| INPUT DATA |
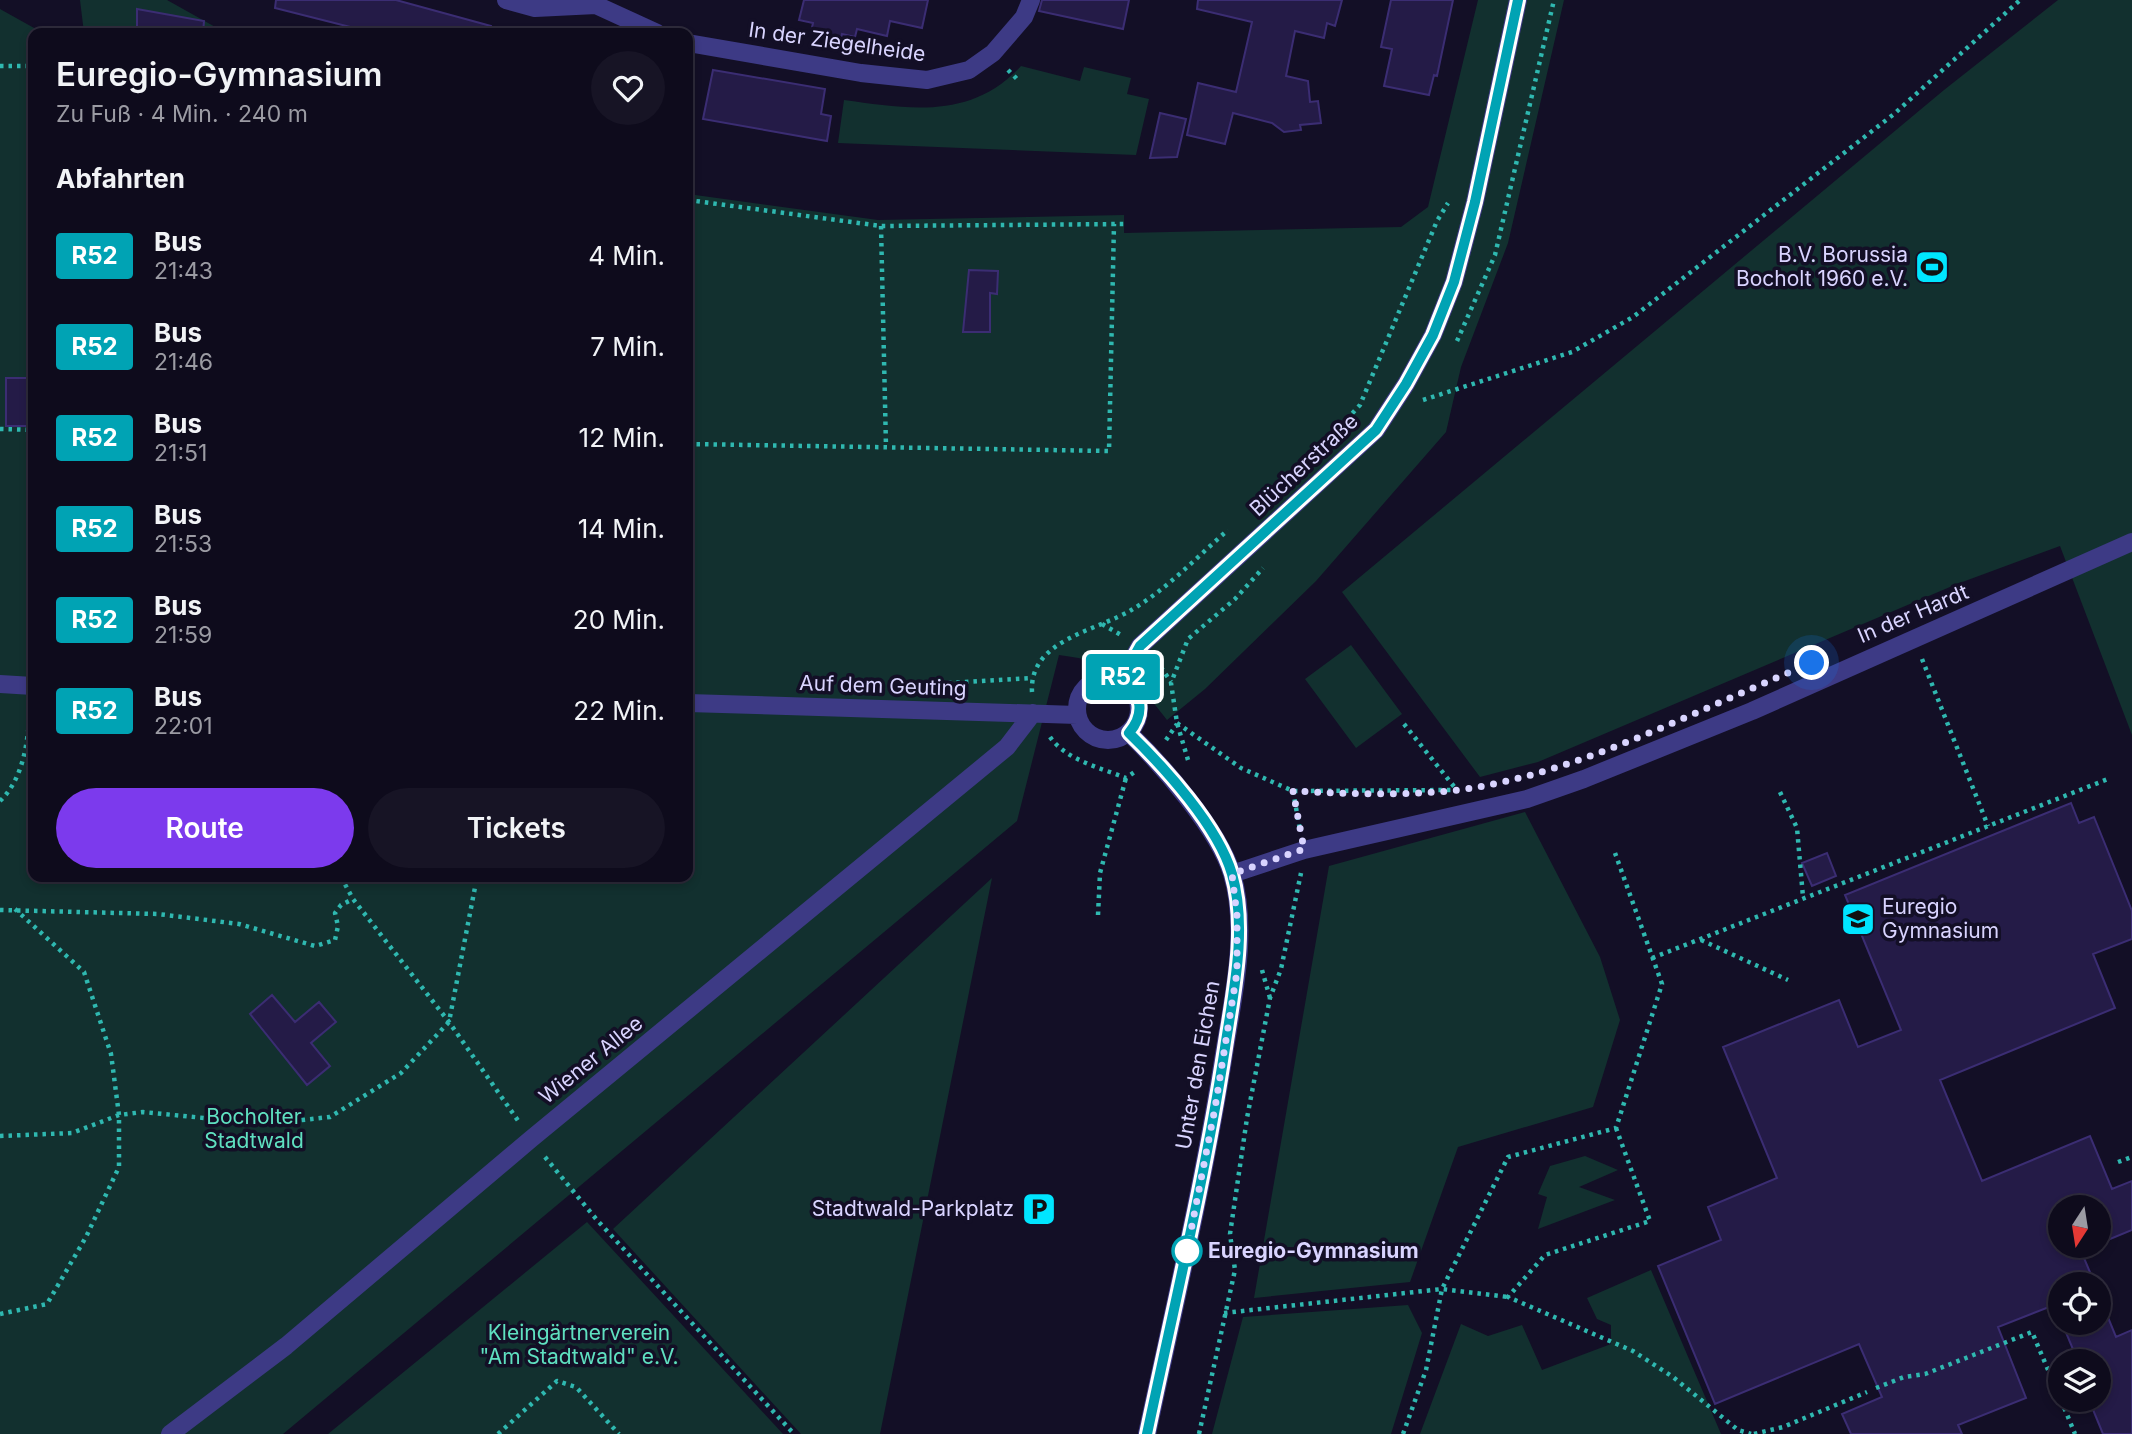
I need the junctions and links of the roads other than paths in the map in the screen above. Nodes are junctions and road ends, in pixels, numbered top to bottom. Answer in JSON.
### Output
{"nodes":[{"id":1,"x":506,"y":0,"type":"edge"},
{"id":2,"x":1031,"y":0,"type":"edge"},
{"id":3,"x":1518,"y":0,"type":"edge"},
{"id":4,"x":597,"y":2,"type":"edge"},
{"id":5,"x":647,"y":28,"type":"edge"},
{"id":6,"x":693,"y":44,"type":"edge"},
{"id":7,"x":2132,"y":542,"type":"edge"},
{"id":8,"x":1121,"y":680,"type":"junction"},
{"id":9,"x":0,"y":684,"type":"edge"},
{"id":10,"x":28,"y":686,"type":"edge"},
{"id":11,"x":693,"y":703,"type":"edge"},
{"id":12,"x":1033,"y":713,"type":"junction"},
{"id":13,"x":1077,"y":715,"type":"junction"},
{"id":14,"x":1129,"y":733,"type":"junction"},
{"id":15,"x":1232,"y":874,"type":"junction"},
{"id":16,"x":170,"y":1434,"type":"edge"},
{"id":17,"x":1147,"y":1434,"type":"edge"}],
"edges":[{"from":1,"to":4,"type":"street"},
{"from":2,"to":6,"type":"street","name":"In der Ziegelheide"},
{"from":3,"to":8,"type":"street","name":"Blücherstraße"},
{"from":4,"to":5,"type":"street"},
{"from":7,"to":15,"type":"street","name":"In der Hardt"},
{"from":8,"to":13,"type":"street"},
{"from":8,"to":14,"type":"street"},
{"from":9,"to":10,"type":"street"},
{"from":11,"to":12,"type":"street","name":"Auf dem Geuting"},
{"from":12,"to":13,"type":"street","name":"Auf dem Geuting"},
{"from":12,"to":16,"type":"street","name":"Wiener Allee"},
{"from":13,"to":14,"type":"street"},
{"from":14,"to":15,"type":"street","name":"Unter den Eichen"},
{"from":15,"to":17,"type":"street","name":"Unter den Eichen"}]}
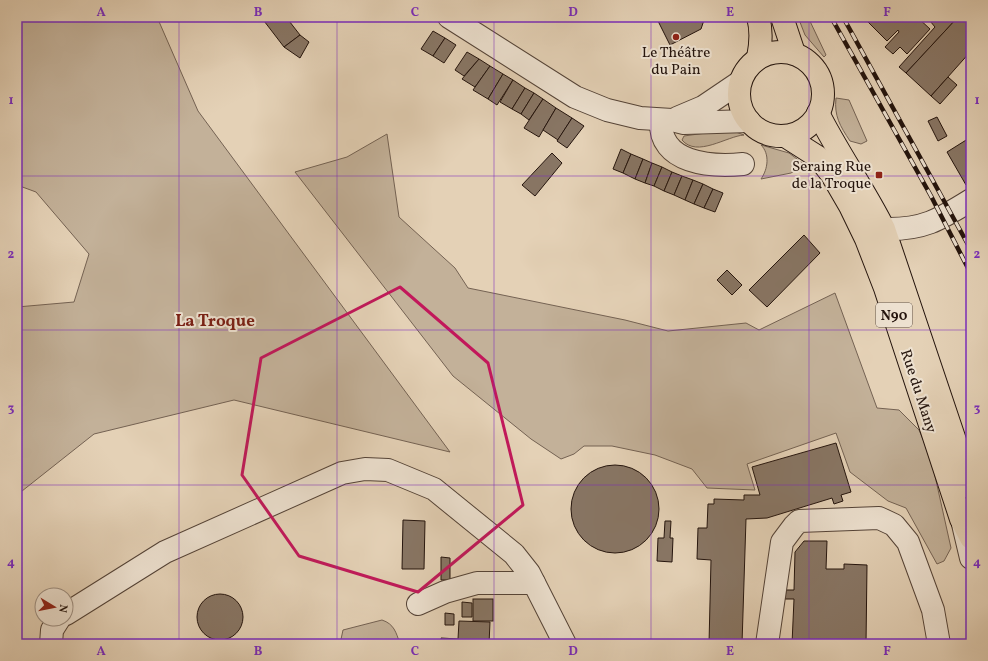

| WHAT THE TASK REQUIRES |
Without the pictures, retype all of the data above exactly.

| ANSWER FOR THIS EXERCISE |
I need the junctions and links of the roads other than paths in the map in the screen above. Nodes are junctions and road ends, in pixels, numbered top to bottom. Answer in JSON.
### Output
{"nodes":[{"id":1,"x":506,"y":0,"type":"edge"},
{"id":2,"x":1031,"y":0,"type":"edge"},
{"id":3,"x":1518,"y":0,"type":"edge"},
{"id":4,"x":597,"y":2,"type":"edge"},
{"id":5,"x":647,"y":28,"type":"edge"},
{"id":6,"x":693,"y":44,"type":"edge"},
{"id":7,"x":2132,"y":542,"type":"edge"},
{"id":8,"x":1121,"y":680,"type":"junction"},
{"id":9,"x":0,"y":684,"type":"edge"},
{"id":10,"x":28,"y":686,"type":"edge"},
{"id":11,"x":693,"y":703,"type":"edge"},
{"id":12,"x":1033,"y":713,"type":"junction"},
{"id":13,"x":1077,"y":715,"type":"junction"},
{"id":14,"x":1129,"y":733,"type":"junction"},
{"id":15,"x":1232,"y":874,"type":"junction"},
{"id":16,"x":170,"y":1434,"type":"edge"},
{"id":17,"x":1147,"y":1434,"type":"edge"}],
"edges":[{"from":1,"to":4,"type":"street"},
{"from":2,"to":6,"type":"street","name":"In der Ziegelheide"},
{"from":3,"to":8,"type":"street","name":"Blücherstraße"},
{"from":4,"to":5,"type":"street"},
{"from":7,"to":15,"type":"street","name":"In der Hardt"},
{"from":8,"to":13,"type":"street"},
{"from":8,"to":14,"type":"street"},
{"from":9,"to":10,"type":"street"},
{"from":11,"to":12,"type":"street","name":"Auf dem Geuting"},
{"from":12,"to":13,"type":"street","name":"Auf dem Geuting"},
{"from":12,"to":16,"type":"street","name":"Wiener Allee"},
{"from":13,"to":14,"type":"street"},
{"from":14,"to":15,"type":"street","name":"Unter den Eichen"},
{"from":15,"to":17,"type":"street","name":"Unter den Eichen"}]}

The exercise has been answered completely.